> _Exercise details_: Copy each line of the data that has "Silverwater" in it.

Saved data entries:
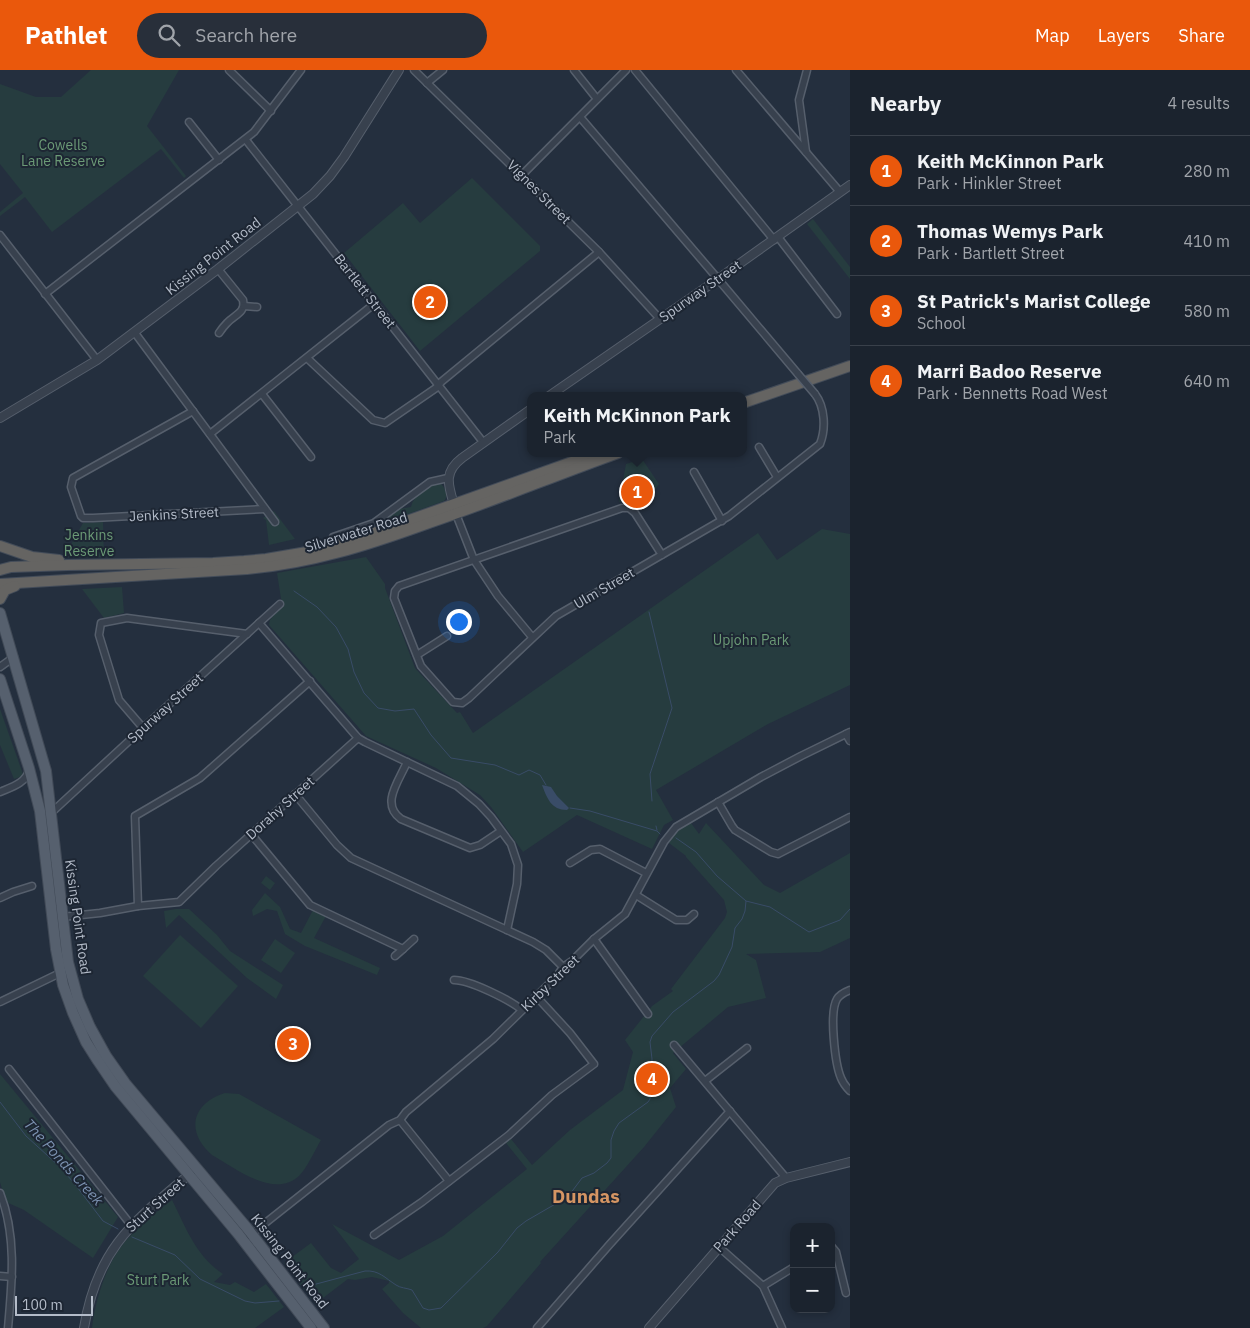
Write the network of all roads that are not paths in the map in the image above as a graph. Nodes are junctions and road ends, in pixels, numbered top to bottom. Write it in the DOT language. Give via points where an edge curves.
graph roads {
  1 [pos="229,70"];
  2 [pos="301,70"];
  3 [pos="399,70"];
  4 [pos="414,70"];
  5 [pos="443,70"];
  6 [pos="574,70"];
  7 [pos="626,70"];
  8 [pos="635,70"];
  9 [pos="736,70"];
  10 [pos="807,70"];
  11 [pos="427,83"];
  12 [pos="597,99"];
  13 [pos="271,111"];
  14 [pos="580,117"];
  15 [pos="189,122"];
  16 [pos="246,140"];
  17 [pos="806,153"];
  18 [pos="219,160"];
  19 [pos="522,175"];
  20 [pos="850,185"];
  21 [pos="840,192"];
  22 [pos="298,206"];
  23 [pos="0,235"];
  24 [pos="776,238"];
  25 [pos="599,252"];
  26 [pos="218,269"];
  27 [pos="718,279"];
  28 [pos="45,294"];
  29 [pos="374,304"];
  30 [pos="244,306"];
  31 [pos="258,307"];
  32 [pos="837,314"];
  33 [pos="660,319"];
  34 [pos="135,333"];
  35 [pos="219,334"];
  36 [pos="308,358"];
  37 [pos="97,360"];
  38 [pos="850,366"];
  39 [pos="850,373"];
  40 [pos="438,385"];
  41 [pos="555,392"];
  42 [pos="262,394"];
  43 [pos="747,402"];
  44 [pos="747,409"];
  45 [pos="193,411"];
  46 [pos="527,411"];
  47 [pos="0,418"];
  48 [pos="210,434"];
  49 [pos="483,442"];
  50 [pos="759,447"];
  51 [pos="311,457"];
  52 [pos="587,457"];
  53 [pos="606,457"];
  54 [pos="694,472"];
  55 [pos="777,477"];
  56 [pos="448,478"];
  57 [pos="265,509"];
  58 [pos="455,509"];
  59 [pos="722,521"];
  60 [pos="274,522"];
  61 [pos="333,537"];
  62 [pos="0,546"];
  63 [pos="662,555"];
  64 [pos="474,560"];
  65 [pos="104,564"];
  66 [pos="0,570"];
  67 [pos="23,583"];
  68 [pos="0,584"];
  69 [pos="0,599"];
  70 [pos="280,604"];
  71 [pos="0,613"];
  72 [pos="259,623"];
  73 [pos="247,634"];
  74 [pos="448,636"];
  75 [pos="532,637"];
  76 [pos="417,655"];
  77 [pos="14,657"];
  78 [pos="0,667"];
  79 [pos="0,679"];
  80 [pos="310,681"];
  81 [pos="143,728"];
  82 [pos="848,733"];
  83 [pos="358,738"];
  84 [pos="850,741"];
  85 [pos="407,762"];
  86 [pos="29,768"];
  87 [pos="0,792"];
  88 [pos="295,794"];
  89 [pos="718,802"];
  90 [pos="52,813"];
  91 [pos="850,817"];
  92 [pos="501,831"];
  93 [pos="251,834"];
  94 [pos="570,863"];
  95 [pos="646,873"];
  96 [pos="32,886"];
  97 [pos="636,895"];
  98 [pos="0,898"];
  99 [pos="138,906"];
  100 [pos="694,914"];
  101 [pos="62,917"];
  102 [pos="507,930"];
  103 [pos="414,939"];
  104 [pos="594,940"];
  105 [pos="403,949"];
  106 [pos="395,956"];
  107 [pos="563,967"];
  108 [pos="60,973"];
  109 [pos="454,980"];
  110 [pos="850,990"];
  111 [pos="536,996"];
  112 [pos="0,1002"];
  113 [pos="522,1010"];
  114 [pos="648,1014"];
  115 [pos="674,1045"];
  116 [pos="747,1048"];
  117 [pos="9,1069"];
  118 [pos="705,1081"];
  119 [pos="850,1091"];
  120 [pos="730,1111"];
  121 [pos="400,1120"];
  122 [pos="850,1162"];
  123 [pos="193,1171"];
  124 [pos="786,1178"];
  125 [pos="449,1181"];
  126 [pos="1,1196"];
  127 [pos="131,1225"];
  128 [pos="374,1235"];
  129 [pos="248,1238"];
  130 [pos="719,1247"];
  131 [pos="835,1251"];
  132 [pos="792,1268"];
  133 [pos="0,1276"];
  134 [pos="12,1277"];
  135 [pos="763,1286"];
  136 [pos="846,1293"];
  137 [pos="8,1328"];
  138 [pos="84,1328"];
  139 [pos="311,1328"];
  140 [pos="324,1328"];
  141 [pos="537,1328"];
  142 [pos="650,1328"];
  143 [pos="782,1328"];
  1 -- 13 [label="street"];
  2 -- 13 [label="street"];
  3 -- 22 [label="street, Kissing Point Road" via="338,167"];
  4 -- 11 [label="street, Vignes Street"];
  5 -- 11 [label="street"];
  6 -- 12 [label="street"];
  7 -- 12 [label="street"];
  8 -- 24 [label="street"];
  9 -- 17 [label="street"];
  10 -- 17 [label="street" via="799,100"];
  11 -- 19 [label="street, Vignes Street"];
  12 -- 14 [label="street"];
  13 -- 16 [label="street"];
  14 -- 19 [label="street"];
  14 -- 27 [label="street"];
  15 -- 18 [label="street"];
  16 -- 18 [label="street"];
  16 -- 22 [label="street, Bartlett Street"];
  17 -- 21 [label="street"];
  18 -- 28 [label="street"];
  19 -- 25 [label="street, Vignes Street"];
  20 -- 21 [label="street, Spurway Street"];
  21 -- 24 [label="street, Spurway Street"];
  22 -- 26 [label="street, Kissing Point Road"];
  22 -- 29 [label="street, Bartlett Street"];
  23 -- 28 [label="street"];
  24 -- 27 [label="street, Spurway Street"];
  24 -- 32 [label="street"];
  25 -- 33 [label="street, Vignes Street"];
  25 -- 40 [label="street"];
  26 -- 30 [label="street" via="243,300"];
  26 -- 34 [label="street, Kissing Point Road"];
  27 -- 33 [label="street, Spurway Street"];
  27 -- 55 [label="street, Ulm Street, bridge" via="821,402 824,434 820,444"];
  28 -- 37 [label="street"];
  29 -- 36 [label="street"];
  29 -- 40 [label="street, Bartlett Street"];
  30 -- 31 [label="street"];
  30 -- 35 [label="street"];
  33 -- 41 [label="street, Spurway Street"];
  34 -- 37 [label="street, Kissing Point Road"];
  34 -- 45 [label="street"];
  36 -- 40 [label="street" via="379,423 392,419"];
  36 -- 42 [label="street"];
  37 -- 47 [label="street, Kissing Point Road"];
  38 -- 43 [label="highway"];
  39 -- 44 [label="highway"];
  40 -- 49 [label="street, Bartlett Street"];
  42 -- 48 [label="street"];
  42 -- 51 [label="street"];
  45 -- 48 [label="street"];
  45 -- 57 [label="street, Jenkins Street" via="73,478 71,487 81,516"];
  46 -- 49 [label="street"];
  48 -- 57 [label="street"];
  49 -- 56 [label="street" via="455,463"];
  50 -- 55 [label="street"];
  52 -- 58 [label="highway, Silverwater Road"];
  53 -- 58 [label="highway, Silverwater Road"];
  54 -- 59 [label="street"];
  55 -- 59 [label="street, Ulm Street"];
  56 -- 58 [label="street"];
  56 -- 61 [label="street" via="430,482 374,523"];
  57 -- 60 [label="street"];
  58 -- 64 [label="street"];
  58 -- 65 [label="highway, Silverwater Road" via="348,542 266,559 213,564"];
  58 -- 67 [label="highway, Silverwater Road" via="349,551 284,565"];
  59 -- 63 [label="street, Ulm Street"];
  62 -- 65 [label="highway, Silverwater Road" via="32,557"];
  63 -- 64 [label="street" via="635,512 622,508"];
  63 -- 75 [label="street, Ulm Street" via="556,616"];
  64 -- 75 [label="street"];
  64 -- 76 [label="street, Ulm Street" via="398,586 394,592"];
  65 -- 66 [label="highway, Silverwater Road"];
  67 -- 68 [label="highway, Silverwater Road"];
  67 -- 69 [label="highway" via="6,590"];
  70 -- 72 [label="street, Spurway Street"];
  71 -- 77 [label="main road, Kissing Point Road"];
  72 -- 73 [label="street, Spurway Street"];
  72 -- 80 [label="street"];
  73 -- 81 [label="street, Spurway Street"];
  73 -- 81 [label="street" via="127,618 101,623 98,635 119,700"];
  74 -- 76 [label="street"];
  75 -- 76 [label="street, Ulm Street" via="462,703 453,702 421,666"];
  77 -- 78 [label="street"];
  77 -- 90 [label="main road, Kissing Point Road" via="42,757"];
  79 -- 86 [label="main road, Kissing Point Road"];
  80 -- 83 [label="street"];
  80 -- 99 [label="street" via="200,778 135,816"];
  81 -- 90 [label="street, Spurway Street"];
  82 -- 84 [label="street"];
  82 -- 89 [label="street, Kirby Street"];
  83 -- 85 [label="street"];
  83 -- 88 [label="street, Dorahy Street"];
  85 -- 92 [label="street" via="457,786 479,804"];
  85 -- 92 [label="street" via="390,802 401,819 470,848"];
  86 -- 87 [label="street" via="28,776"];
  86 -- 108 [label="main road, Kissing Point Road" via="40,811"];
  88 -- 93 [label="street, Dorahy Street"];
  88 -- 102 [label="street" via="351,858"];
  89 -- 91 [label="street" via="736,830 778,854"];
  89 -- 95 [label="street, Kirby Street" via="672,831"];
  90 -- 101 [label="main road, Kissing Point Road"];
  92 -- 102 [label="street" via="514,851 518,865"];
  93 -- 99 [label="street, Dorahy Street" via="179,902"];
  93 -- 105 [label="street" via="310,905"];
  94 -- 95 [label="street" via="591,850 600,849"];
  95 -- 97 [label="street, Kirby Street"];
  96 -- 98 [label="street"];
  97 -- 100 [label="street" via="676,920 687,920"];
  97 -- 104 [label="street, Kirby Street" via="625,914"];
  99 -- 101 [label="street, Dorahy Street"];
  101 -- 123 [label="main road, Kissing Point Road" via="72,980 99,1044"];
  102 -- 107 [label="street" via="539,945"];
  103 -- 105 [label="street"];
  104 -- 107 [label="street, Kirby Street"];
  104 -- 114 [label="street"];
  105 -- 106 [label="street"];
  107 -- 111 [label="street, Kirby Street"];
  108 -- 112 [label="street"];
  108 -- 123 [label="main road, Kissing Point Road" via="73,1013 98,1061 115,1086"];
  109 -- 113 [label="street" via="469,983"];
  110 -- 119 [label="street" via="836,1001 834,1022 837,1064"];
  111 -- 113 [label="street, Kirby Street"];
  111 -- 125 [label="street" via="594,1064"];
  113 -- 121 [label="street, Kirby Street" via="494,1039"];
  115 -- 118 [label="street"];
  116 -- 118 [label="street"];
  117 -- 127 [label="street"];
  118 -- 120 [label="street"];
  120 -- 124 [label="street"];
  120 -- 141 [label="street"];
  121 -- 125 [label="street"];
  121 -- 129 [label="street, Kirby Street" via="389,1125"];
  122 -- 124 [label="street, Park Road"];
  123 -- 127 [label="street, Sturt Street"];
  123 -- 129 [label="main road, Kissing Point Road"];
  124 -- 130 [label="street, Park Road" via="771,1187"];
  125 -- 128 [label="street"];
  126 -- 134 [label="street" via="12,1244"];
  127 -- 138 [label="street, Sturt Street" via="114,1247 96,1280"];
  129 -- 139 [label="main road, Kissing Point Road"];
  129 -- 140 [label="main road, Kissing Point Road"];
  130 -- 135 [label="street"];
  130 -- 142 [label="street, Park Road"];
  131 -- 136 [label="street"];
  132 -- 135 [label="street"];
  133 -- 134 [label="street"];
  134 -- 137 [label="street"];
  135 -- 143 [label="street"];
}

> _Your solution_:
  52 -- 58 [label="highway, Silverwater Road"];
  53 -- 58 [label="highway, Silverwater Road"];
  58 -- 65 [label="highway, Silverwater Road" via="348,542 266,559 213,564"];
  58 -- 67 [label="highway, Silverwater Road" via="349,551 284,565"];
  62 -- 65 [label="highway, Silverwater Road" via="32,557"];
  65 -- 66 [label="highway, Silverwater Road"];
  67 -- 68 [label="highway, Silverwater Road"];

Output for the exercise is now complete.